“Not every girl can do what she wants.” -Megan Calvet’s Mother
In the finale to a melancholy season five, showrunner Matthew Weiner writes and directs an episode in which business is doing better than ever, but that’s about the only thing looking up.
The times change, but do people ever change? Weiner was a head writer on The Sopranos, the sweeping mob drama whose primary premise was that we never do change. And in this season finale’s final set piece, which puts Don Draper back into the Chinese-themed bar of the pilot episode, Don’s on the precipice of proving that despite his yearlong stint as a happily married, successful man, he’s ultimately a self-loathing skirt-chaser that can’t be reformed.
He gives Megan what she wants, even though Don’s principled stand about how she should be discovered by someone rather than get a job because she’s someone powerful’s wife was correct. Here, he had a chance to wind up with a woman who waited for him to come home, just as Megan’s mother told him. But instead, he demonstrated how much he really does care for his wife’s happiness (in a way he did not care about Betty’s) by helping her realize her dream … of being a commercial actress? Methinks that’s not really her dream, just as Don pointed out. But she did seem happy.

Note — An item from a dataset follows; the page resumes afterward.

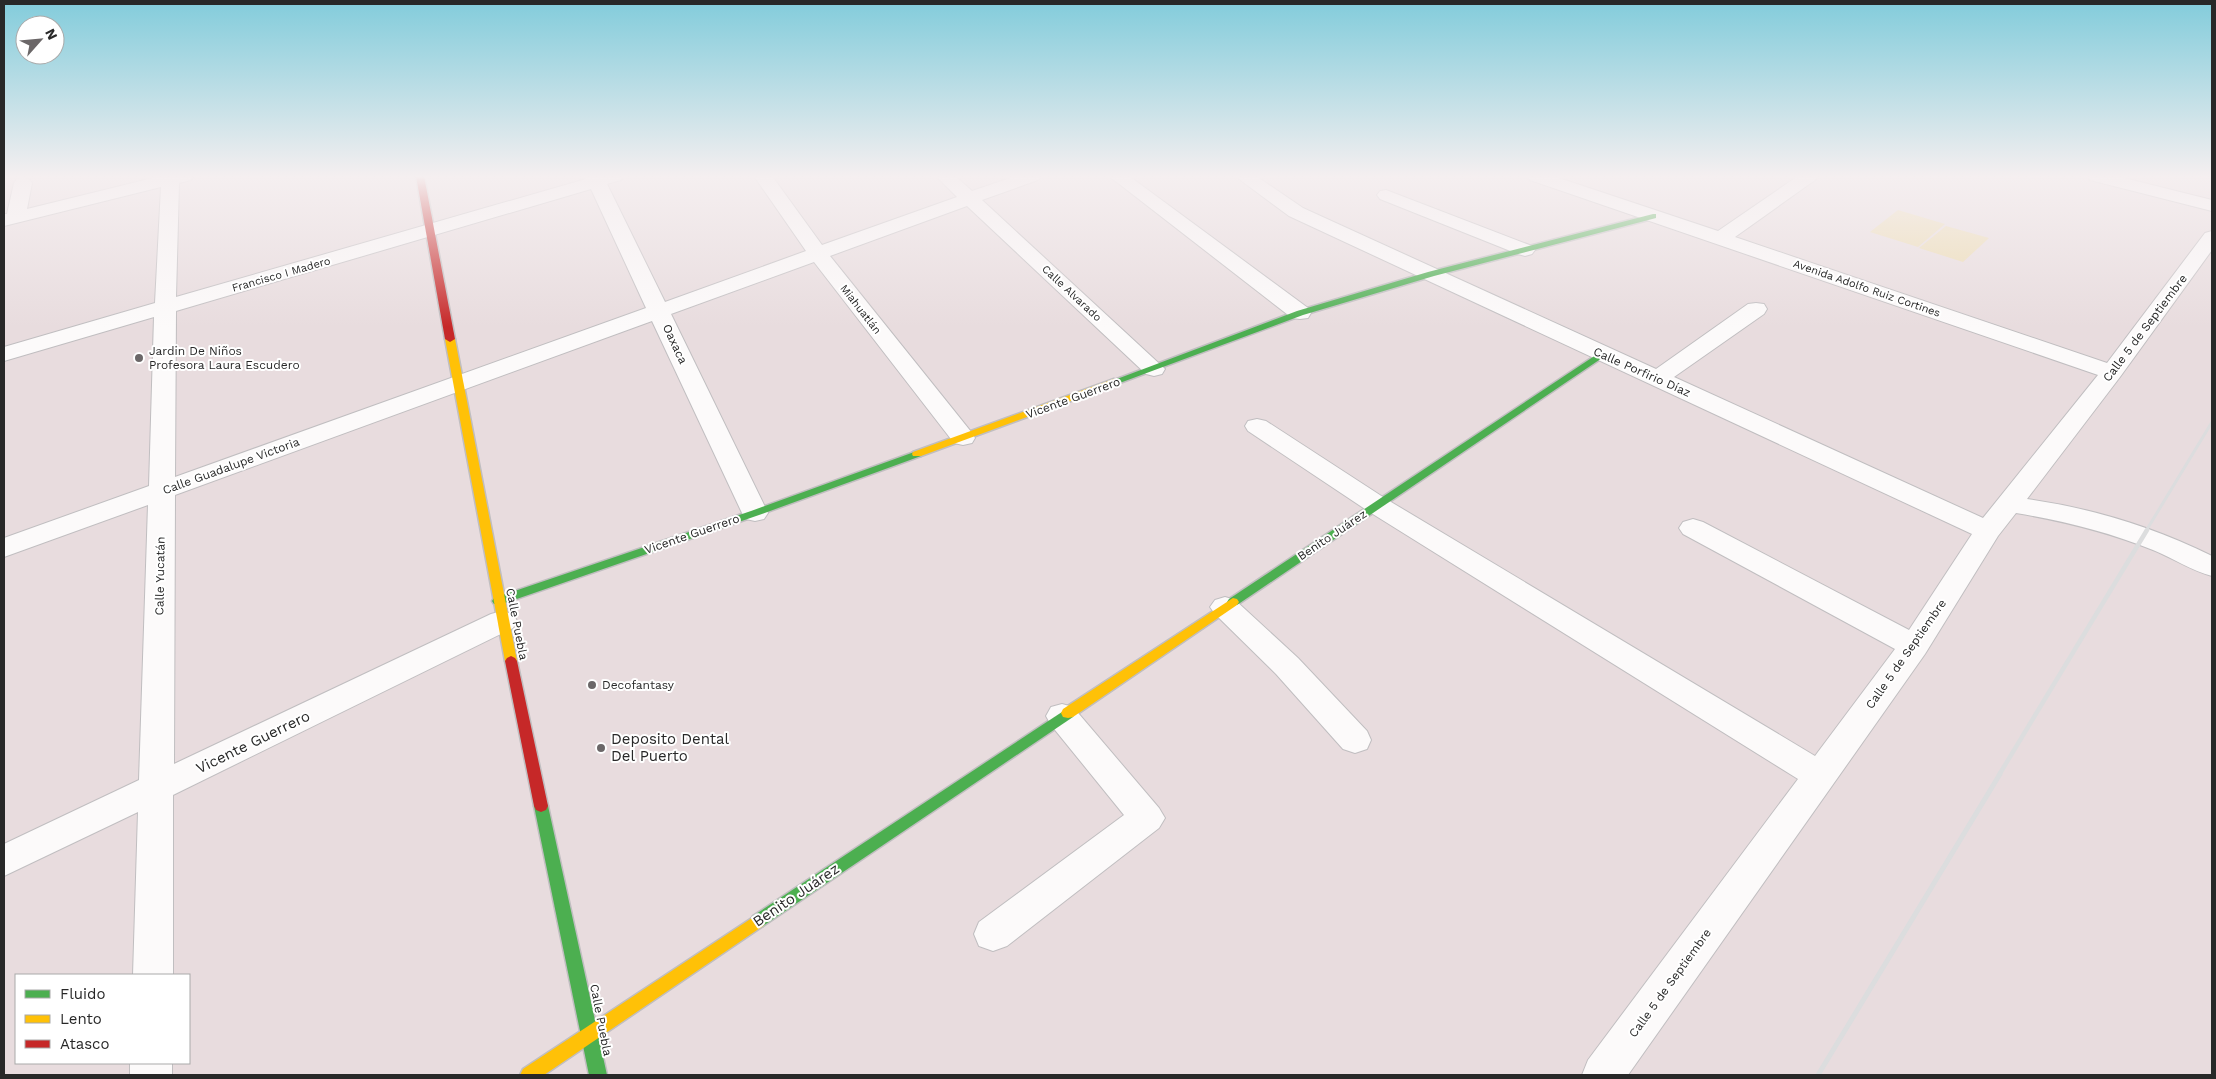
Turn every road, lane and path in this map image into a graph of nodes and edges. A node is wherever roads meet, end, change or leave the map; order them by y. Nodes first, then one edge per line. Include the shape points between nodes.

“I don’t know you. And you don’t know me. We just happen to have the same problem.” Perhaps the only way we can divorce ourselves from the past, the episode surmises, is by erasing our brains. But as other art (read: Eternal Sunshine of the Spotless Mind) and this episode’s own example (Beth has been shocked before) show us, the deepest imprints of dissatisfaction, or the opposite, love-filled bliss, can’t be electro-shocked out of us. So Beth will likely become “blue” again, Pete comes to terms with his permanent wound, and Don may forever be haunted by his mistakes — little brother Adam, who killed himself in Season 1, Lane Pryce and the bitter sacrifices he made for SCDP, and the cascading casualties of living a lie for so long. On the flip side, we chase after, perhaps in vain, some sort of ingrained notion of how things should be better and we should be happier than we are.

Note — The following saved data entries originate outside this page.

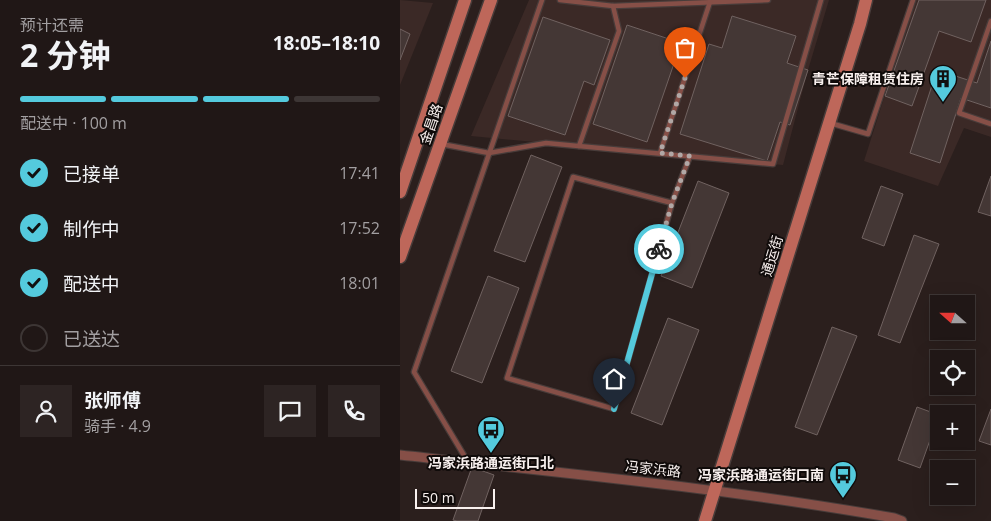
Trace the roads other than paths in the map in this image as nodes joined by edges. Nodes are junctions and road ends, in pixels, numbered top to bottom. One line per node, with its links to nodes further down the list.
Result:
1 (466, 0): 19 (street, 金昌路)
2 (491, 0): 14 (street, 金昌路)
3 (542, 0): 16 (lane)
4 (560, 0): 10 (lane)
5 (768, 0): 9 (lane)
6 (821, 0): 18 (lane)
7 (866, 0): 12 (street, 通运街)
8 (913, 0): 12 (lane)
9 (710, 2): 10 (lane); 17 (lane)
10 (613, 6): 15 (lane)
11 (991, 21): 13 (lane)
12 (829, 122): 24 (street, 通运街)
13 (991, 124)
14 (440, 144): 16 (lane); 21 (street, 金昌路)
15 (579, 146): 16 (lane); 17 (lane)
16 (490, 153): 23 (lane)
17 (660, 153): 18 (lane)
18 (690, 156): 20 (lane)
19 (400, 192)
20 (672, 203): 20 (lane)
21 (400, 257)
22 (400, 455): 23 (street, 冯家浜路)
23 (468, 462): 24 (street, 冯家浜路)
24 (715, 490): 25 (street, 通运街); 26 (street, 冯家浜路)
25 (705, 521)
26 (902, 521)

…Which can drive drug use. Roger’s LSD trip earlier this season was so life-altering that he’s chasing after whatever honesty he encountered before. That shot of naked Roger was about the only thing that made me smile in a finale montage that otherwise felt so blue.
Loose Ends
- Nice shot of the five partners in the empty office space at the end. So well composed and cinematic.

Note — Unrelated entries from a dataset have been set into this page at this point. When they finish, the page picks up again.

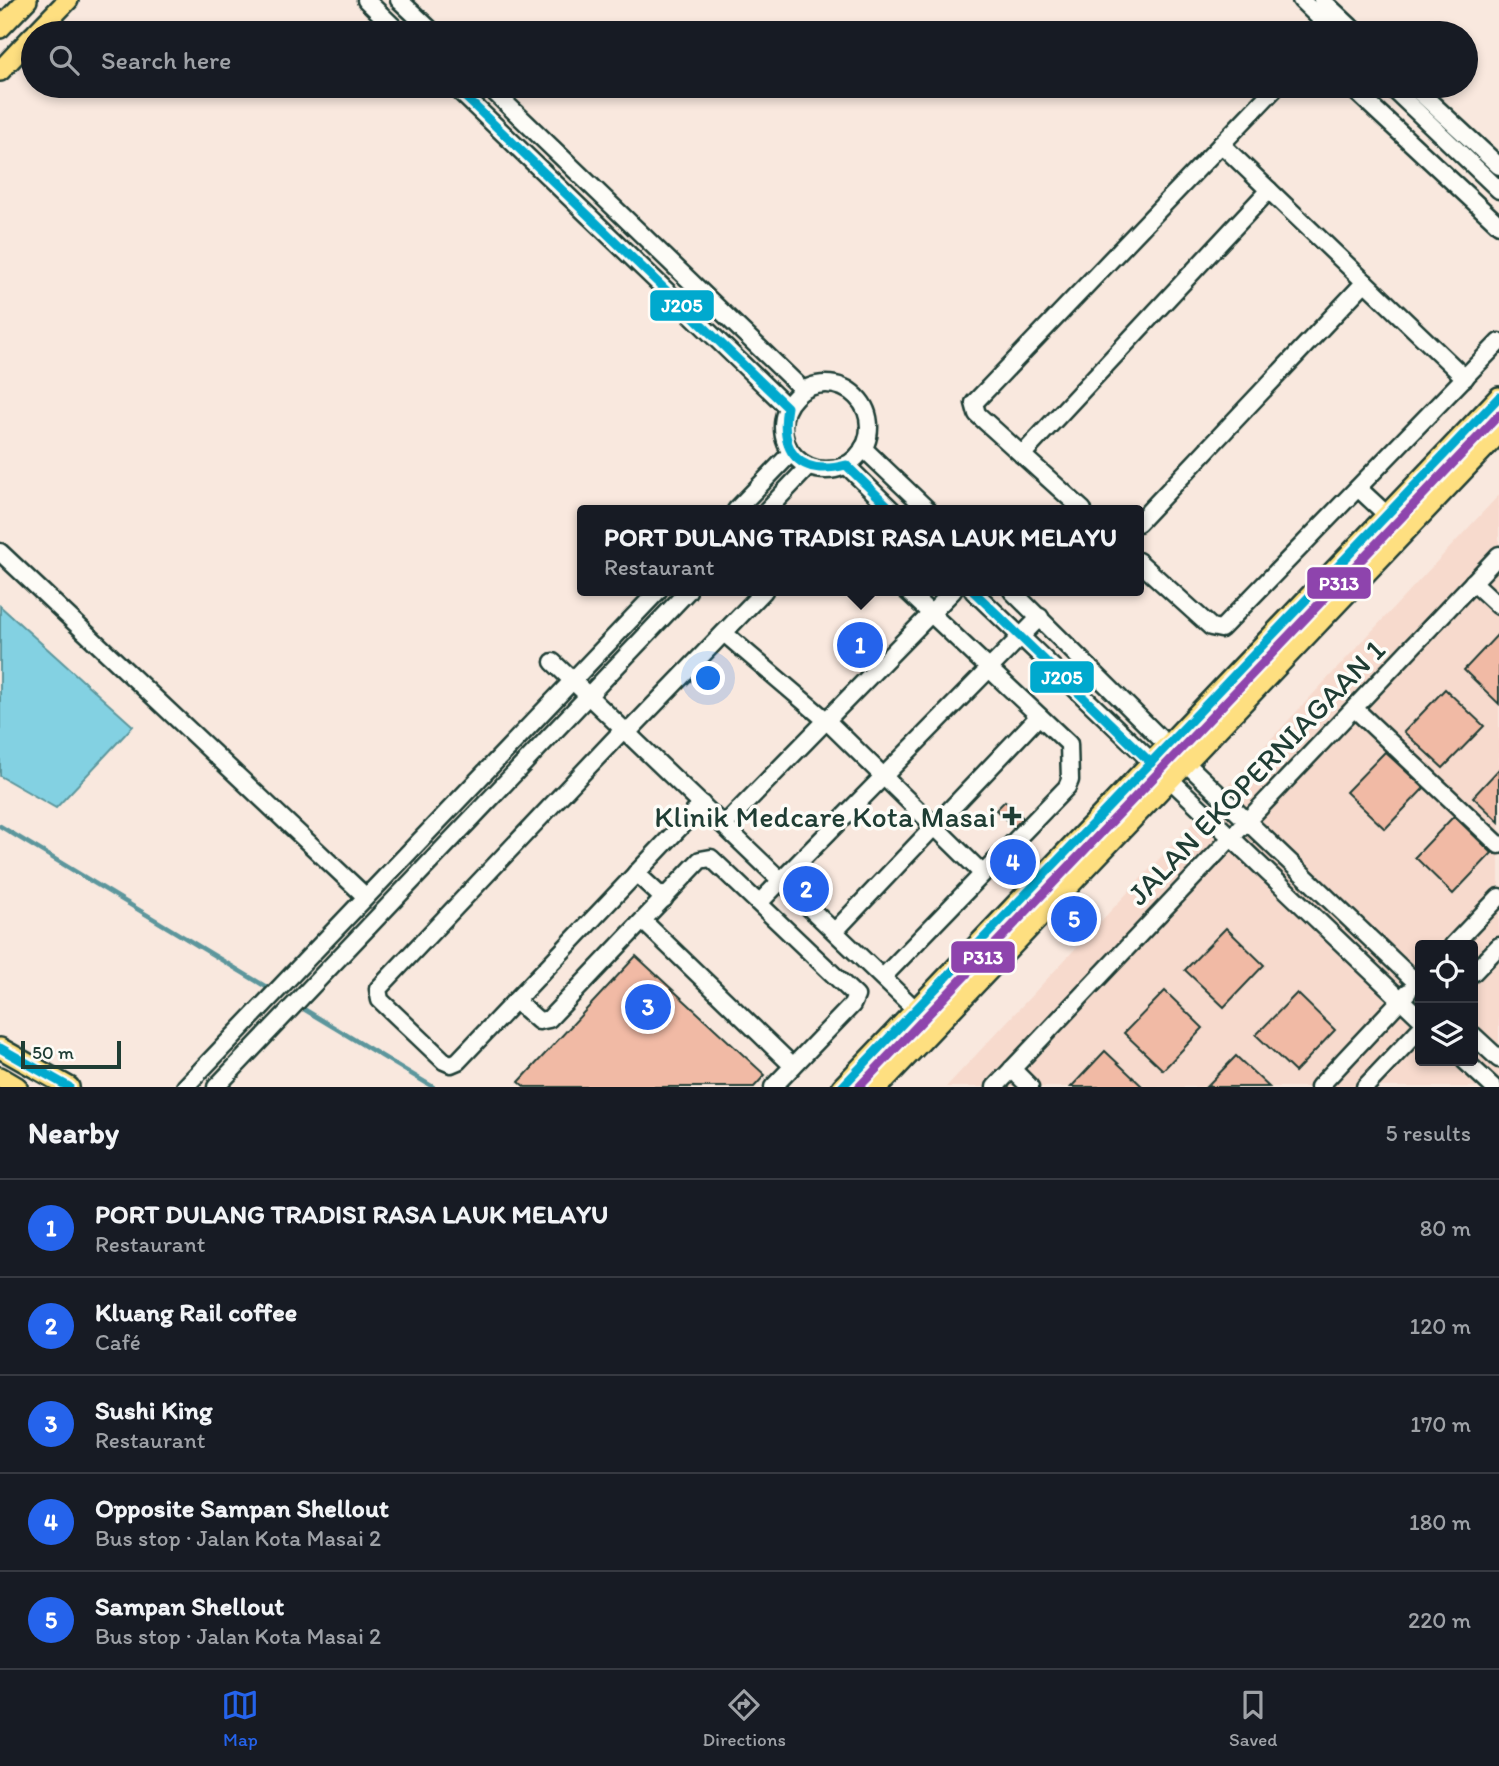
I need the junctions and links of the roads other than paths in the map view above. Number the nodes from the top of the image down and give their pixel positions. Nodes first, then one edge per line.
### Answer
1 (27, 0) edge
2 (68, 0) edge
3 (366, 0) edge
4 (399, 0) edge
5 (1300, 0) edge
6 (1322, 0) edge
7 (48, 21) edge
8 (388, 21) edge
9 (421, 21) edge
10 (1320, 21) edge
11 (1344, 21) edge
12 (0, 28) edge
13 (21, 49) edge
14 (0, 71) edge
15 (466, 98) edge
16 (500, 98) edge
17 (1265, 98) edge
18 (1363, 98) edge
19 (1403, 98) edge
20 (1426, 98) edge
21 (1221, 144) junction
22 (1493, 161) edge
23 (1476, 168) junction
24 (1458, 187) junction
25 (1269, 190) junction
26 (1499, 190) edge
27 (1499, 225) edge
28 (1365, 282) junction
29 (1499, 342) edge
30 (1465, 377) junction
31 (803, 390) junction
32 (1499, 397) edge
33 (787, 407) junction
34 (1499, 433) edge
35 (863, 448) junction
36 (791, 453) junction
37 (1022, 455) junction
38 (846, 465) junction
39 (808, 467) junction
40 (1358, 488) junction
41 (741, 505) edge
42 (771, 505) edge
43 (887, 505) edge
44 (923, 505) edge
45 (1077, 505) edge
46 (1387, 515) junction
47 (1144, 517) edge
48 (0, 552) edge
49 (1499, 555) edge
50 (1144, 566) edge
51 (1473, 582) junction
52 (653, 596) edge
53 (683, 596) edge
54 (760, 596) edge
55 (912, 596) edge
56 (948, 596) edge
57 (978, 596) edge
58 (1017, 596) edge
59 (1499, 606) edge
60 (931, 614) junction
61 (1040, 617) junction
62 (724, 633) junction
63 (1020, 637) junction
64 (552, 662) dead end
65 (989, 669) junction
66 (571, 681) junction
67 (588, 696) junction
68 (1355, 709) junction
69 (1040, 716) junction
70 (827, 721) junction
71 (625, 731) junction
72 (1168, 746) junction
73 (1151, 763) junction
74 (1186, 764) junction
75 (884, 776) junction
76 (1170, 781) junction
77 (702, 804) junction
78 (1247, 821) junction
79 (724, 825) junction
80 (935, 826) junction
81 (1230, 838) junction
82 (1499, 845) edge
83 (636, 873) junction
84 (982, 873) junction
85 (783, 881) junction
86 (365, 896) junction
87 (1499, 897) edge
88 (664, 899) junction
89 (759, 903) junction
90 (643, 921) junction
91 (835, 931) junction
92 (1458, 940) edge
93 (1499, 946) edge
94 (1478, 968) edge
95 (883, 977) junction
96 (1415, 979) edge
97 (1415, 987) edge
98 (1401, 1000) junction
99 (516, 1001) junction
100 (916, 1010) junction
101 (1415, 1013) edge
102 (1415, 1034) edge
103 (1478, 1040) edge
104 (0, 1048) edge
105 (1499, 1059) edge
106 (793, 1066) junction
107 (1470, 1066) edge
108 (1012, 1069) junction
109 (0, 1077) edge
110 (17, 1087) edge
111 (69, 1087) edge
112 (185, 1087) edge
113 (216, 1087) edge
114 (772, 1087) edge
115 (842, 1087) edge
116 (878, 1087) edge
117 (995, 1087) edge
118 (1030, 1087) edge
119 (1319, 1087) edge
120 (1365, 1087) edge
121 (1493, 1087) edge

1 - 12 main road
2 - 7 main road
3 - 8 street
4 - 9 street
5 - 10 street
6 - 11 street
13 - 14 main road
15 - 33 street
16 - 31 street
17 - 21 street
18 - 24 street
19 - 23 street
20 - 22 street
21 - 25 street
21 - 37 street
22 - 23 street
23 - 24 street
23 - 26 street
24 - 27 street
25 - 28 street
25 - 37 street
28 - 30 street
28 - 47 street
29 - 30 street
30 - 40 street
31 - 33 street
31 - 35 street
32 - 46 main road
33 - 36 street
34 - 74 main road
35 - 38 street
35 - 44 street
36 - 39 street
36 - 41 street
37 - 45 street
38 - 39 street
38 - 43 street
39 - 42 street
40 - 46 street
40 - 50 street
46 - 72 main road
48 - 86 street
49 - 51 street, JALAN EKOPERNIAGAAN 1
51 - 59 street
51 - 68 street, JALAN EKOPERNIAGAAN 1
52 - 66 street
53 - 67 street
54 - 62 street
55 - 60 street
56 - 60 street
57 - 63 street
58 - 61 street
60 - 65 street
60 - 70 street
61 - 63 street
61 - 72 street
62 - 70 street
62 - 71 street
63 - 65 street
63 - 73 street
64 - 66 street
65 - 69 street
65 - 75 street
66 - 67 street
66 - 86 street
67 - 71 street
67 - 113 street
68 - 78 street, JALAN EKOPERNIAGAAN 1
68 - 82 street
69 - 80 street
69 - 84 street
70 - 75 street
70 - 79 street
71 - 77 street
71 - 99 street
72 - 73 main road
72 - 74 street
73 - 76 street
73 - 100 main road
74 - 76 main road
74 - 78 street
75 - 80 street
75 - 85 street
76 - 81 street
76 - 116 main road
77 - 79 street
77 - 83 street
78 - 81 street, JALAN EKOPERNIAGAAN 1
78 - 96 street
79 - 85 street
80 - 84 street
80 - 91 street
81 - 98 street
81 - 108 street, JALAN EKOPERNIAGAAN 1
83 - 88 street
83 - 99 street
84 - 95 street
85 - 89 street
85 - 91 street
86 - 112 street
87 - 92 street
88 - 89 street
88 - 90 street
89 - 106 street
90 - 99 street
90 - 106 street
91 - 95 street
93 - 94 street
95 - 100 street
97 - 98 street
98 - 101 street
98 - 119 street
100 - 115 main road
102 - 120 street
103 - 105 street
104 - 111 main road
106 - 114 street
107 - 121 street
108 - 117 street, JALAN EKOPERNIAGAAN 1
108 - 118 street
109 - 110 main road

- Good to see Peggy, and to have the two kindred spirits of Peggy and Don run into each other at an afternoon movie, which is perfectly in line with both their characters. I was wondering whether Elisabeth Moss’ exit two episodes ago was a permanent goodbye.
- I wanted to see more of Joan, but I suppose they rounded out her character arc pretty well by making her a partner after she essentially had to whore herself out. And it hurt when she said that she should have done the same for Lane, as if that would have stopped him.
- Looks like Bert Cooper will finally have an office again. Maybe he will purchase another Rothko for it.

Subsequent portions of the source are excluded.